ICU-acquired weakness has been shown to develop early during critical illness, while the likelihood of developing it increases with the severity of critical illness [15, 16, 30]. In agreement with our results, Segers and colleagues have found that patients with higher disease severity, in their case differentiated by sepsis or no sepsis, are less likely to respond to NMES [18]. Furthermore, we were able to show that distal muscle groups respond better to NMES than proximal muscle groups, which is in accordance with DeJonghe et al., who showed that proximal muscle groups are more severely affected by ICU-acquired weakness than distal muscle groups [31]. Due to the overlap between characteristics of, and risk factors for, ICU-acquired weakness and insufficient response to NMES, it appears likely and plausible that pathophysiological mechanisms involved in the development of ICU-acquired weakness are also responsible for hampering contractile response to NMES [30]. Furthermore, could differences in impedance due to edema or fat mass, a different electrode to muscle ratio or differing adaptive reactions to therapy have an important impact on contractile response [18]. Segers et al. were not able to find an association between electrophysiological characteristics of critical illness myopathy and the lack of contractile response, within our data such an association could not be shown as well but as our analysis is of exploratory nature a large sample size in future trials might yield different results [18]. As such, future investigations specifically dedicated to this question are necessary, in order to further elucidate the connection between electrophysiologic abnormalities and lack of contractile response.

ICU-acquired weakness is a clinical syndrome defined by an average MRC score < 4 [32]. Multiple pathophysiological mechanisms, e.g. muscle wasting, bioenergetic failure and membrane inexcitability, have been described in the context of ICU-acquired weakness [15, 16, 21, 33]. We therefore hypothesise that depending on the aetiology, different pathophysiological mechanisms could be predominantly responsible for the development of ICU-acquired weakness and also be the reason patients respond differently to interventions such as NMES. Future studies should further evaluate these underlying mechanisms in the development of ICU-acquired weakness in order to more closely define different types of ICU-acquired weakness and possibly identify sub-cohorts that respond to and consequently benefit from the different interventions.

Our pilot analysis is limited by the number of patients as multivariate analysis to investigate independency of association between, for example, SOFA score and responder status could not be performed. Furthermore, as our ICU admissions were not planned, we were not able to obtain pre-admission muscle strength values. Our muscle strength values at first awakening will therefore already be affected by the intervention, and correction for potential baseline differences is not possible. We did not included patient with pre-existing neuromuscular disease in order to keep bias due to missing pre-admission values to a minimum. Since our protocol did not include an electrical current above 70 mA, we are not able to reach any conclusion—neither beneficial nor harmful effects—regarding NMES with higher electrical currents.
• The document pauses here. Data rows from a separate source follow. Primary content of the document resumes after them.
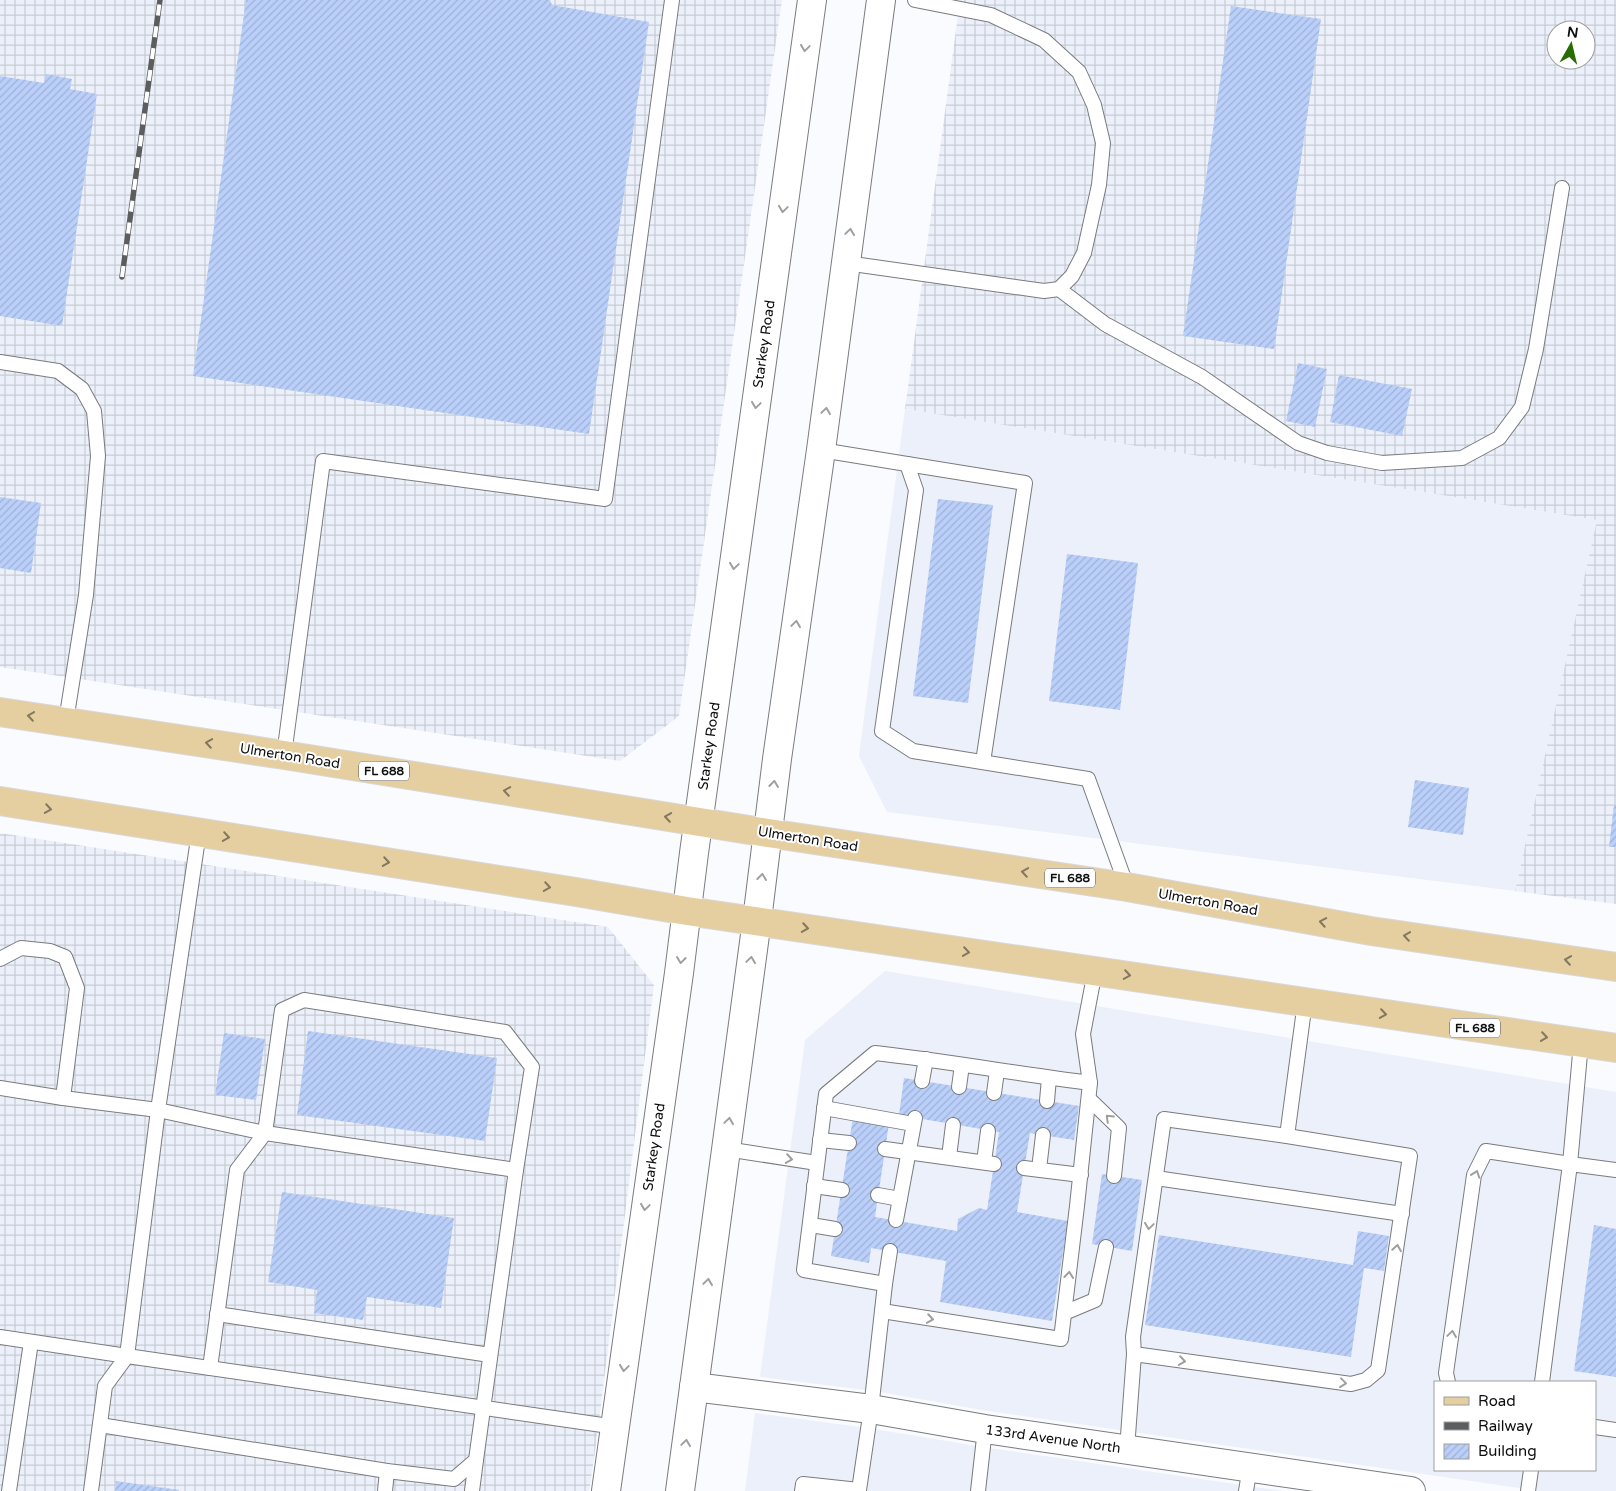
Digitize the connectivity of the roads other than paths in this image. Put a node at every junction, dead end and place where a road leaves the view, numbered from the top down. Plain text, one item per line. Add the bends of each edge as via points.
1 (672, 0) edge
2 (812, 0) edge
3 (881, 0) edge
4 (915, 0) edge
5 (1562, 188) dead end
6 (846, 263) junction
7 (1059, 289) junction
8 (0, 362) edge
9 (821, 450) junction
10 (907, 464) junction
11 (0, 712) edge
12 (66, 722) junction
13 (284, 755) junction
14 (983, 762) junction
15 (0, 801) edge
16 (698, 822) junction
17 (199, 832) junction
18 (768, 833) junction
19 (1127, 887) junction
20 (687, 911) junction
21 (757, 920) junction
22 (0, 959) edge
23 (1616, 967) edge
24 (1095, 971) junction
25 (1305, 1002) junction
26 (1581, 1043) junction
27 (1616, 1048) edge
28 (926, 1059) junction
29 (962, 1065) junction
30 (997, 1071) junction
31 (1049, 1078) junction
32 (922, 1081) dead end
33 (1090, 1083) junction
34 (959, 1087) dead end
35 (0, 1088) edge
36 (994, 1092) dead end
37 (63, 1098) junction
38 (1089, 1099) junction
39 (1047, 1100) dead end
40 (824, 1108) junction
41 (158, 1110) junction
42 (953, 1125) dead end
43 (988, 1131) dead end
44 (265, 1133) junction
45 (1043, 1135) dead end
46 (1287, 1136) junction
47 (820, 1140) junction
48 (849, 1143) dead end
49 (726, 1149) junction
50 (885, 1149) dead end
51 (910, 1152) junction
52 (949, 1157) junction
53 (817, 1163) junction
54 (1570, 1164) junction
55 (1024, 1168) dead end
56 (1039, 1169) junction
57 (516, 1170) junction
58 (1616, 1170) edge
59 (1081, 1175) junction
60 (1114, 1176) dead end
61 (1156, 1178) junction
62 (814, 1186) junction
63 (842, 1190) dead end
64 (878, 1195) dead end
65 (900, 1199) junction
66 (1402, 1214) junction
67 (896, 1220) dead end
68 (811, 1225) junction
69 (835, 1229) dead end
70 (1106, 1247) dead end
71 (890, 1251) dead end
72 (885, 1284) junction
73 (882, 1311) junction
74 (1064, 1313) junction
75 (217, 1314) junction
76 (0, 1337) edge
77 (31, 1342) junction
78 (1134, 1354) junction
79 (490, 1355) junction
80 (127, 1356) junction
81 (210, 1368) junction
82 (1448, 1381) edge
83 (1542, 1381) edge
84 (694, 1387) junction
85 (482, 1408) junction
86 (872, 1409) junction
87 (100, 1425) junction
88 (616, 1427) junction
89 (1596, 1427) edge
90 (985, 1429) junction
91 (1616, 1430) edge
92 (1127, 1450) junction
93 (476, 1460) junction
94 (387, 1471) junction
95 (1531, 1471) edge
96 (1248, 1479) edge
97 (9, 1491) edge
98 (91, 1491) edge
99 (385, 1491) edge
100 (472, 1491) edge
101 (606, 1491) edge
102 (680, 1491) edge
103 (802, 1491) edge
104 (978, 1491) edge
105 (1412, 1491) edge
106 (1528, 1491) edge

1 - 13 lane via 604,499 323,461
2 -> 16 main road, Starkey Road
6 -> 3 main road
4 - 7 lane via 991,15 1044,40 1079,72 1094,105 1103,143 1099,184 1084,253 1072,276
5 - 7 lane via 1536,348 1522,407 1499,438 1462,458 1382,463 1327,453 1298,442 1202,377 1105,324
6 - 7 lane via 1044,291
9 -> 6 main road
8 - 12 lane via 58,371 82,389 94,411 98,456 86,595
9 - 10 lane
18 -> 9 main road
10 - 14 lane via 916,490 882,731 913,751
10 - 14 lane via 1025,483
12 -> 11 main road, Ulmerton Road / FL 688
13 -> 12 main road, Ulmerton Road / FL 688
16 -> 13 main road, Ulmerton Road / FL 688
14 - 19 lane via 1088,779
15 -> 17 main road, FL 688
16 - 18 main road, Ulmerton Road / FL 688
16 - 20 main road, Starkey Road
17 -> 20 main road, FL 688
17 - 41 lane
19 -> 18 main road, Ulmerton Road / FL 688
21 -> 18 main road
23 -> 19 main road, Ulmerton Road / FL 688 via 1371,931
20 - 21 main road, FL 688
20 -> 88 main road, Starkey Road
21 -> 24 main road, FL 688
49 -> 21 main road
22 - 37 lane via 21,948 50,951 66,957 77,988
24 -> 25 main road, FL 688
24 - 33 lane via 1083,1034
25 -> 26 main road, FL 688
25 - 46 lane
26 - 27 main road, FL 688
26 - 54 lane
28 - 29 lane
28 - 32 lane
28 - 40 lane via 875,1053 826,1094
29 - 30 lane
29 - 34 lane
30 - 31 lane
30 - 36 lane
31 - 33 lane
31 - 39 lane
33 - 38 lane
35 - 37 lane
37 - 41 lane
38 - 59 lane
60 -> 38 lane via 1119,1128
40 - 47 lane
40 - 51 lane via 914,1121
41 - 44 lane
41 - 80 lane
42 - 52 lane
43 - 52 lane via 989,1163
44 - 57 lane
44 - 57 lane via 282,1010 304,1000 505,1032 532,1067
44 - 75 lane via 237,1170
45 - 56 lane
46 - 61 lane via 1164,1119
46 - 66 lane via 1410,1156
47 - 48 lane
47 - 53 lane
49 -> 53 lane
84 -> 49 main road
50 - 51 lane
51 - 52 lane
51 - 65 lane
53 - 62 lane
54 - 58 lane
82 -> 54 lane via 1446,1373 1474,1176 1486,1152
54 - 83 lane
55 - 56 lane
56 - 59 lane
57 - 79 lane
74 -> 59 lane
61 - 66 lane
61 -> 78 lane via 1132,1337
62 - 63 lane
62 - 68 lane
64 - 65 lane
65 - 67 lane
78 -> 66 lane via 1351,1384 1366,1380 1378,1370
68 - 69 lane
68 - 72 lane via 804,1270
70 - 74 lane via 1096,1300
71 - 72 lane
72 - 73 lane
73 -> 74 lane via 1060,1339
73 - 86 lane
75 - 79 lane
75 - 81 lane
76 - 77 lane
77 - 80 lane
77 - 97 lane
78 - 92 lane
79 - 85 lane
80 - 81 lane
80 - 87 lane via 105,1386
81 - 85 lane
84 - 86 main road, 133rd Avenue North
102 -> 84 main road
85 - 88 lane
85 - 93 lane
86 - 90 main road, 133rd Avenue North
86 - 103 lane via 859,1490 803,1484
87 - 94 lane
87 - 98 lane
88 - 101 main road, Starkey Road
89 - 91 lane
90 - 92 main road, 133rd Avenue North
90 - 104 lane
92 - 96 main road, 133rd Avenue North
93 - 94 lane via 454,1479
93 - 100 lane
94 - 99 lane
95 - 106 lane
96 - 105 main road, 133rd Avenue North

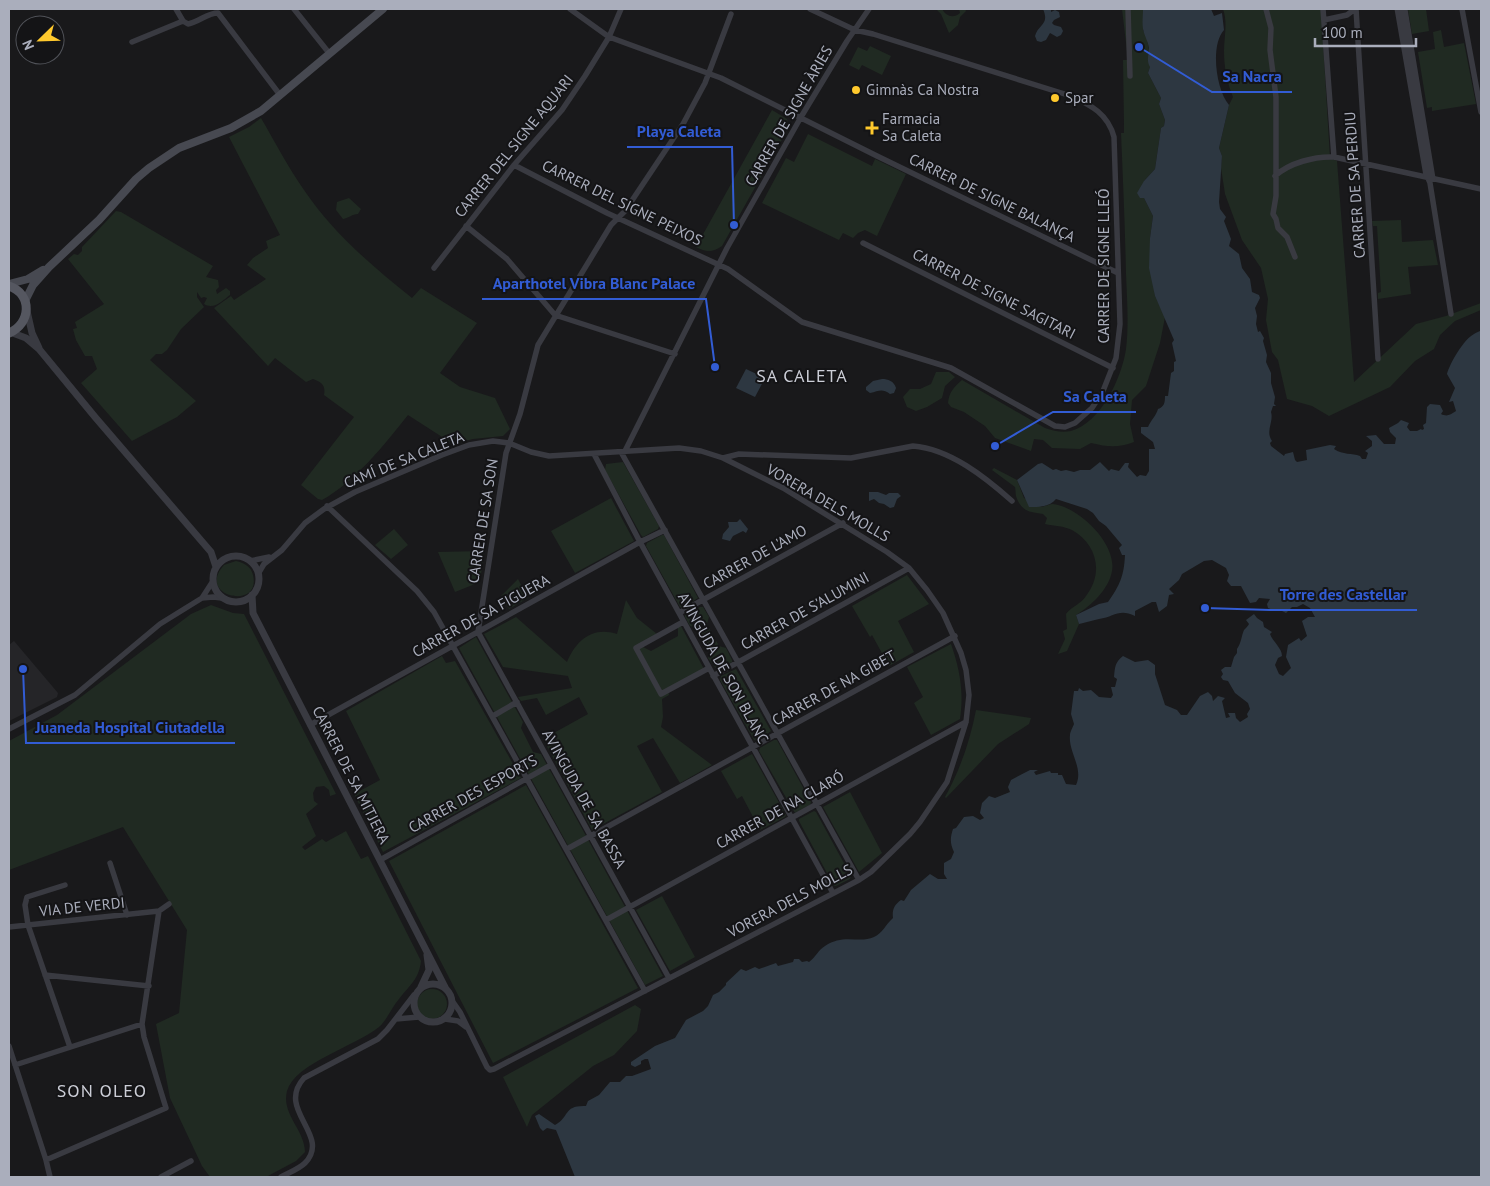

We see that 50.1 mA is a good cut-off to differentiate responders and non-responders on this basis we do not believe increasing electrical current further will increase responder rates.

Conclusion

Different muscle groups as well as different patients show a varying response to NMES, which appears to be dependent on multiple factors that are linked to the respective pathomechanisms behind the development of the ICU-acquired weakness. Since we observed a varying degree of clinical improvement when comparing patients that responded adequately to NMES to those who did not, it is strongly suggested that response rates to NMES should be reported in future trials (Additional file 4: Standardised NMES Reporting Sheet) and evaluated in relation to clinical outcomes. The described difference in response rates to NMES may explain the controversial findings of previous trials and improve the quality of evidence in future critical care NMES trials.